JOHANNESBURG — Armed with a sharp sense of smell, dogs have a long history of detecting explosives for their human handlers. Trained rats sniff out land mines from old African wars. In Croatia, researchers have tried to train bees to identify TNT.

Now elephants. New research conducted in South Africa and involving the U.S. military shows they excel at identifying explosives by smell, stirring speculation about whether their extraordinary ability can save lives. “They work it out very, very quickly,” said Sean Hensman, co-owner of a game reserve where three elephants passed the smell tests by sniffing at buckets and getting a treat of marula, a tasty fruit, when they showed that they recognized samples of TNT, a common explosive, by raising a front leg.

Another plus: elephants remember their training longer than dogs, said Stephen Lee, head scientist at the U.S. Army Research Office, a major funder of the research.

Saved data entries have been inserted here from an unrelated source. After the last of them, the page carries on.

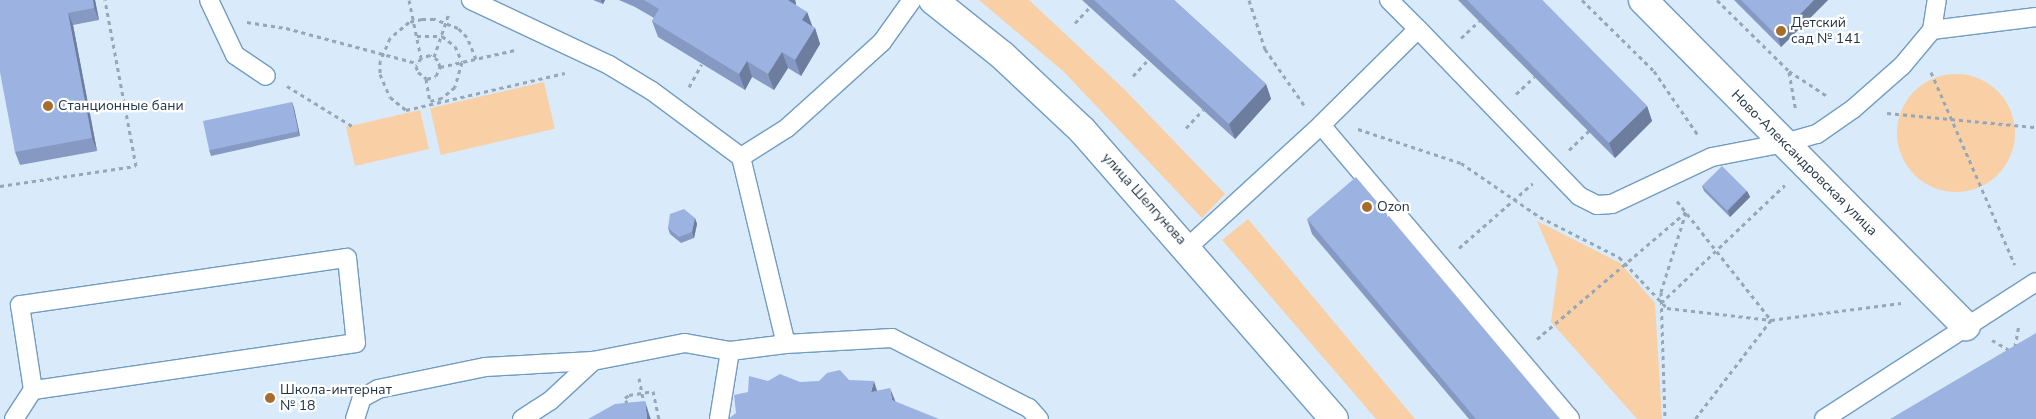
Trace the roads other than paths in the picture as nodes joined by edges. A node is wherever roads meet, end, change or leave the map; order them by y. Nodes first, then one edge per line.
1 (471, 0) edge
2 (912, 0) edge
3 (933, 0) edge
4 (1389, 0) edge
5 (1642, 0) edge
6 (1937, 0) edge
7 (212, 8) edge
8 (2036, 17) edge
9 (1418, 29) junction
10 (1932, 30) junction
11 (266, 76) road end
12 (1321, 125) junction
13 (1785, 144) junction
14 (741, 157) junction
15 (1187, 248) junction
16 (2030, 286) edge
17 (1966, 326) junction
18 (786, 344) junction
19 (730, 351) junction
20 (592, 361) junction
21 (33, 390) junction
22 (14, 419) edge
23 (356, 419) edge
24 (522, 419) edge
25 (720, 419) edge
26 (1039, 419) edge
27 (1334, 419) edge
28 (1570, 419) edge
29 (1824, 419) edge

1 - 14 lane
2 - 14 lane
3 - 15 street, улица Шелгунова
4 - 9 lane
5 - 13 street, Ново-Александровская улица
6 - 10 lane
7 - 11 lane
8 - 10 lane
9 - 12 lane
9 - 13 lane
10 - 13 lane
12 - 15 lane
12 - 28 lane
13 - 17 street, Ново-Александровская улица
14 - 18 lane
15 - 27 street, улица Шелгунова
16 - 17 lane
17 - 29 lane
18 - 19 lane
18 - 26 lane
19 - 20 lane
19 - 25 lane
20 - 23 lane
20 - 24 lane
21 - 21 lane
21 - 22 lane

A pachyderm’s potential prowess in detecting explosives was noticed in Angola, a country that many elephants had returned to after a 2002 peace deal ended a protracted war that saw many elephants slaughtered. While there was peace, the land remained sown with mine fields. Some elephants seemed to intentionally avoid them, though it might not have been a scent that kept them away. Researchers were inspired to find out what was going on.

Near Bela-Bela, a town north of the South African capital of Pretoria, elephants named Shan, Mussina and Chishuru were administered smelling tests. The elephants detected TNT samples 73 out of the 74 times that they encountered its odor in a line of buckets, said Ashadee Kay Miller, a zoology student at the University of the Witwatersrand in Johannesburg.

In the same tests, the elephants wrongly identified only 18 out of 502 buckets as containing TNT, amounting to a 3.6 ercent error rate, Miller said.

In a second set of tests, the elephants scored 100 percent, detecting TNT in 23 out of 23 buckets when “distractor odors” of tea, bleach, soap and gasoline were added.

Lugging around the huge mammals to mine fields wouldn’t be practical, so one idea is to bring parts of the mine fields to them.

Unmanned drones would collect scent samples from mined areas; a trained elephant would then smell them and alert handlers to any sign of explosives, Hensman said.